■ **PROBLEM REQUIREMENTS**
Please show all lines of the records that include "Gravet".
--- RECORDS FOR THE TASK ---
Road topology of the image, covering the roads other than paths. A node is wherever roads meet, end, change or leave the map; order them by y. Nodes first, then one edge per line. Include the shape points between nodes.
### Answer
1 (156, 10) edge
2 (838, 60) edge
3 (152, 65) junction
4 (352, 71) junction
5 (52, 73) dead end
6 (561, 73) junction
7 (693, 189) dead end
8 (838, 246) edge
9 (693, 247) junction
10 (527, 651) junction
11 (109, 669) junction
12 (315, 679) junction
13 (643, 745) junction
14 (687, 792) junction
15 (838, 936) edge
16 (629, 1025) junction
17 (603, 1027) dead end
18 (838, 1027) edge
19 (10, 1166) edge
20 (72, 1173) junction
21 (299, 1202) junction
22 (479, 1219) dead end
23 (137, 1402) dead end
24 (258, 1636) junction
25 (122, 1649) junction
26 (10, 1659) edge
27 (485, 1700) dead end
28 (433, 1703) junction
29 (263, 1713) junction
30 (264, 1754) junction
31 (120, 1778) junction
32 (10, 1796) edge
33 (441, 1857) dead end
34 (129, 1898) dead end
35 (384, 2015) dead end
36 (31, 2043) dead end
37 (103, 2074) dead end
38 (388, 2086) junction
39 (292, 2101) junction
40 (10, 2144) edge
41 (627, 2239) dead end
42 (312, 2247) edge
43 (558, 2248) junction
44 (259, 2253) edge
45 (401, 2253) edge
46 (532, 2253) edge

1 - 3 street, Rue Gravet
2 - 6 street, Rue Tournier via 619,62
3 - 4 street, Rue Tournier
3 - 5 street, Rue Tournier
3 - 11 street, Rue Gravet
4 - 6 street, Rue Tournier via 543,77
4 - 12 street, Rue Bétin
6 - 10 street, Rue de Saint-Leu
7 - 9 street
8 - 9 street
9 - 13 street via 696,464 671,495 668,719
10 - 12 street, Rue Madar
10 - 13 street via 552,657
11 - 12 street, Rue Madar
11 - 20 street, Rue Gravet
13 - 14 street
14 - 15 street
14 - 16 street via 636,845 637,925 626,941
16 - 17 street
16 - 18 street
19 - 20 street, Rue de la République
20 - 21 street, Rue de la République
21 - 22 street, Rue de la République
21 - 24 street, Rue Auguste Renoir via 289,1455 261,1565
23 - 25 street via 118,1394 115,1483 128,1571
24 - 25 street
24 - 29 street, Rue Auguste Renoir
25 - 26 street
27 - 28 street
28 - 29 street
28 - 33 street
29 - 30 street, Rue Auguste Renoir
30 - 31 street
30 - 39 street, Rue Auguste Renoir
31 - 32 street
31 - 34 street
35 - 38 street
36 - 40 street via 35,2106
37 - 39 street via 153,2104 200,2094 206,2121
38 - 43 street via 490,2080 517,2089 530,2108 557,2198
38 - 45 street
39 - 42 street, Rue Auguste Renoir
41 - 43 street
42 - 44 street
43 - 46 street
---
--- RECORDS FOR THE TASK ---
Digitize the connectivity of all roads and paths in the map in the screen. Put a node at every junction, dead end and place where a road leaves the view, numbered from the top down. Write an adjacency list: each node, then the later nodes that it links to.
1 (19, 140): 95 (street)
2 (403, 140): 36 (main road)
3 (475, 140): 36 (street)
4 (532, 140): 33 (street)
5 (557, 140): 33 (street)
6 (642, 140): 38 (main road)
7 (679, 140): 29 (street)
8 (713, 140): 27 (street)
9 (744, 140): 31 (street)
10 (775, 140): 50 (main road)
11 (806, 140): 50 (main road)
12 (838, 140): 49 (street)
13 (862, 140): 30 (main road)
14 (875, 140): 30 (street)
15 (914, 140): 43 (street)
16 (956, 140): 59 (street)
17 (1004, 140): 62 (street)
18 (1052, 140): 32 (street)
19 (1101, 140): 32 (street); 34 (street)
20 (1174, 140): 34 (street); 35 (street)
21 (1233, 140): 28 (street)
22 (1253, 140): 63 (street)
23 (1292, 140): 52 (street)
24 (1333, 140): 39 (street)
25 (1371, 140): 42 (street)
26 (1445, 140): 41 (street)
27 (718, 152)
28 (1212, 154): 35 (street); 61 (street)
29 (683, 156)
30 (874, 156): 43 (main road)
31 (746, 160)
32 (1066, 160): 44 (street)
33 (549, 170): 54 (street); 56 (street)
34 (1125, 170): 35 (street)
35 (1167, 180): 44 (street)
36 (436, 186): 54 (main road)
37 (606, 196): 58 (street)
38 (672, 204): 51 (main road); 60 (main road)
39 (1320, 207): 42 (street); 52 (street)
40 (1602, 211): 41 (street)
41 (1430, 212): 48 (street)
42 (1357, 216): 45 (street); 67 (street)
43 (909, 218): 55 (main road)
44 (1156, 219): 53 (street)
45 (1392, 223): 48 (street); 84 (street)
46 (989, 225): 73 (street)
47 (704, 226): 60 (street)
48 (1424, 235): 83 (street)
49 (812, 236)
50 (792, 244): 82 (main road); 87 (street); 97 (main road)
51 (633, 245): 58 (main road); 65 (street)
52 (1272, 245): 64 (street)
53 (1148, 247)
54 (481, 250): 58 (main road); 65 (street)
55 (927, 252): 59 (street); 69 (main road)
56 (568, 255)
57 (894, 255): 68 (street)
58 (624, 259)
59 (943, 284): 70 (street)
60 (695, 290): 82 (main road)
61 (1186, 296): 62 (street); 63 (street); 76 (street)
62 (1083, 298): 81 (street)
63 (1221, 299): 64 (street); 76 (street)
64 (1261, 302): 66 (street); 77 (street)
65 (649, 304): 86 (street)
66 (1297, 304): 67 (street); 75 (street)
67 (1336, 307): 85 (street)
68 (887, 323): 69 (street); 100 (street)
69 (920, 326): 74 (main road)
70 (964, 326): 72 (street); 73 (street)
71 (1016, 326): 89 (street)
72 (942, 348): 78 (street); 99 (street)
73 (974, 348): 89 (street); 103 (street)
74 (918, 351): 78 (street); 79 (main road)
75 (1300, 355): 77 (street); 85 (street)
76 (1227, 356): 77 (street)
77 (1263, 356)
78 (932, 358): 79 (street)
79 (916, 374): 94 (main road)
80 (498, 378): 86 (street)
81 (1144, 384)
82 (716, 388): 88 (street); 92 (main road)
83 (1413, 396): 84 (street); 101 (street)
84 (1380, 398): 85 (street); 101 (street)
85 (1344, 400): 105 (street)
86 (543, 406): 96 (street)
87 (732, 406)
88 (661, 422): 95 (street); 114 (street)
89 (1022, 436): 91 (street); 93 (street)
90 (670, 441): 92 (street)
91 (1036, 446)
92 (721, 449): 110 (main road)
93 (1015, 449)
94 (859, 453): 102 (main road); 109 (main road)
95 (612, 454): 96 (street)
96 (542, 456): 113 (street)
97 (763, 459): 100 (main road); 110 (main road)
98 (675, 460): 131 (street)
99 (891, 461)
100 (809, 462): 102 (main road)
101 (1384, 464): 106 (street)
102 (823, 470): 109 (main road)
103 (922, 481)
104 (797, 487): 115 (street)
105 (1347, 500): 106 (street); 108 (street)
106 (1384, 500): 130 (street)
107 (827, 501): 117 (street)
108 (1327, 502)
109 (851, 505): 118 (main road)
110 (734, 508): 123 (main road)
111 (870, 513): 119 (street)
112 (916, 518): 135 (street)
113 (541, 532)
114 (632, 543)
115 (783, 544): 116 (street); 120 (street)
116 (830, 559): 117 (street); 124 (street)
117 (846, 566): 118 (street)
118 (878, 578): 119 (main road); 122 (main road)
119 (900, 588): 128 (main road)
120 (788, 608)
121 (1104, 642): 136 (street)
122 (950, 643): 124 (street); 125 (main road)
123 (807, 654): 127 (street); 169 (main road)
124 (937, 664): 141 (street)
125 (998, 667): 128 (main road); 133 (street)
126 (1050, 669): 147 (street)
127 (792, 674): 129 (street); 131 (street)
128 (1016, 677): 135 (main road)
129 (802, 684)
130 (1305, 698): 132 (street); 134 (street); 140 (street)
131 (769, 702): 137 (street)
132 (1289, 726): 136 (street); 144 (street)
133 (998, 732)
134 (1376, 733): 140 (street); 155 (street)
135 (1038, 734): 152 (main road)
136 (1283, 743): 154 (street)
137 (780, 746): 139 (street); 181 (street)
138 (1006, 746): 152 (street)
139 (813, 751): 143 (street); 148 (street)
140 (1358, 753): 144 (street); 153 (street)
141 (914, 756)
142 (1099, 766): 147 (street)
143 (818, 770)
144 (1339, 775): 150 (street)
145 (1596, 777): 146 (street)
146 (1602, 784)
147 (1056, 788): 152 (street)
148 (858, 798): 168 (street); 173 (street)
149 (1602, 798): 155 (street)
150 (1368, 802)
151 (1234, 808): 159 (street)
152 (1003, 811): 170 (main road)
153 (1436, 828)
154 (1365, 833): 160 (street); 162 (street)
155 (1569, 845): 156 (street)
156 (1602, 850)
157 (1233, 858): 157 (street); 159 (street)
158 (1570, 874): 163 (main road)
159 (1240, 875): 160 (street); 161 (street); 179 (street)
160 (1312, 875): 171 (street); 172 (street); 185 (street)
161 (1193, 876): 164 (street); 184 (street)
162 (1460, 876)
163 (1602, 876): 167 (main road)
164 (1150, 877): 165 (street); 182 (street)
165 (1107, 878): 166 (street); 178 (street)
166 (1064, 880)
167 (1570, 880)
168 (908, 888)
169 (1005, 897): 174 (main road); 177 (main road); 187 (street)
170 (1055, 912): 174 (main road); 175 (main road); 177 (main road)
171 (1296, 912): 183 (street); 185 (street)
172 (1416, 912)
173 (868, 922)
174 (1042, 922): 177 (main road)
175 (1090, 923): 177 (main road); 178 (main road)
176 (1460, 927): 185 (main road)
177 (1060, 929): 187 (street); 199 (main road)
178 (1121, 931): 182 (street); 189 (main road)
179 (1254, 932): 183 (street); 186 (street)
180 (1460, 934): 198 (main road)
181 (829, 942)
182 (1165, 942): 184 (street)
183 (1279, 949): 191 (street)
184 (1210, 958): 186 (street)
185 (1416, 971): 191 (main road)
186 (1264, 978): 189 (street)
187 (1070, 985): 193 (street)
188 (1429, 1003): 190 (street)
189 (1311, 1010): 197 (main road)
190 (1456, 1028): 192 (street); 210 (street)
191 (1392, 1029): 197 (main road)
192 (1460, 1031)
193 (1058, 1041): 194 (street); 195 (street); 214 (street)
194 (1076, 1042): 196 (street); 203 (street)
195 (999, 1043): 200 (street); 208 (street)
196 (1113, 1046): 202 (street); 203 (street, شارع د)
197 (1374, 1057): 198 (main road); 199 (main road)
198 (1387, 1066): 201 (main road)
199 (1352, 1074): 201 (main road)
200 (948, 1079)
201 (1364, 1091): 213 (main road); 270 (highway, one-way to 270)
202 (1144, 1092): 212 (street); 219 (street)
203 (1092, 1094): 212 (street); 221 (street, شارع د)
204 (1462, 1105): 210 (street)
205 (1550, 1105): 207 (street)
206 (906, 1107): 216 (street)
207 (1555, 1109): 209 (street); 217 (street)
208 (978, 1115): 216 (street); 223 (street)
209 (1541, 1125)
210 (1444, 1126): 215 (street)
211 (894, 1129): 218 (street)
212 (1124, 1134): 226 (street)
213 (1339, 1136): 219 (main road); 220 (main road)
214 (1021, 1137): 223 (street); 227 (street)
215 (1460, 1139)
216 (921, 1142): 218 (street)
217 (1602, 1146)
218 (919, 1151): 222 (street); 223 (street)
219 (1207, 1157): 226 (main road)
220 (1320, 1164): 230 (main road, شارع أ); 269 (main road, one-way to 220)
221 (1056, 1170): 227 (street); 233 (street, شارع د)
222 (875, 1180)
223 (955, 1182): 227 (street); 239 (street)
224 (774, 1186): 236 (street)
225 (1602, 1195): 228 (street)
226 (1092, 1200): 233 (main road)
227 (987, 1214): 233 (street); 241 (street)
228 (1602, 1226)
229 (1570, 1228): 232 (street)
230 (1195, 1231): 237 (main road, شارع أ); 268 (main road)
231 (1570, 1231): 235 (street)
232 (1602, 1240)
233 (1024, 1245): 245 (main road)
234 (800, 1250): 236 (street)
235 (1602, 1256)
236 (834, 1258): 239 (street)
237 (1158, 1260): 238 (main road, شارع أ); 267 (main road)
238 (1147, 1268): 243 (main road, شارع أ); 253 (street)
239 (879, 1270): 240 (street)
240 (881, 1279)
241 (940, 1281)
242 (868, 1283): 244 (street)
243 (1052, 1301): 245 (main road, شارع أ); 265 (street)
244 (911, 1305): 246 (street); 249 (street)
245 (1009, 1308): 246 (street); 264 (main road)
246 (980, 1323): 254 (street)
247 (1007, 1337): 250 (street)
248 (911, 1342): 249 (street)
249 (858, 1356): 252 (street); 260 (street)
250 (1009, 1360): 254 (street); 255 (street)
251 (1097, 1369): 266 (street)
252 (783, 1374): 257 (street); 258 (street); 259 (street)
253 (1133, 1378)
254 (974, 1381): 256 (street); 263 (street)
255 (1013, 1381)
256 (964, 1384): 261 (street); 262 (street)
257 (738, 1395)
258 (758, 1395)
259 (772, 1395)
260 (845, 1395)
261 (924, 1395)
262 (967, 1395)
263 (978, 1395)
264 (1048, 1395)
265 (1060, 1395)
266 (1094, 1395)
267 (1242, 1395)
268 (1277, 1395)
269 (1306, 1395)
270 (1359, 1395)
---
■ **TASK ANSWER**
1 - 3 street, Rue Gravet
3 - 11 street, Rue Gravet
11 - 20 street, Rue Gravet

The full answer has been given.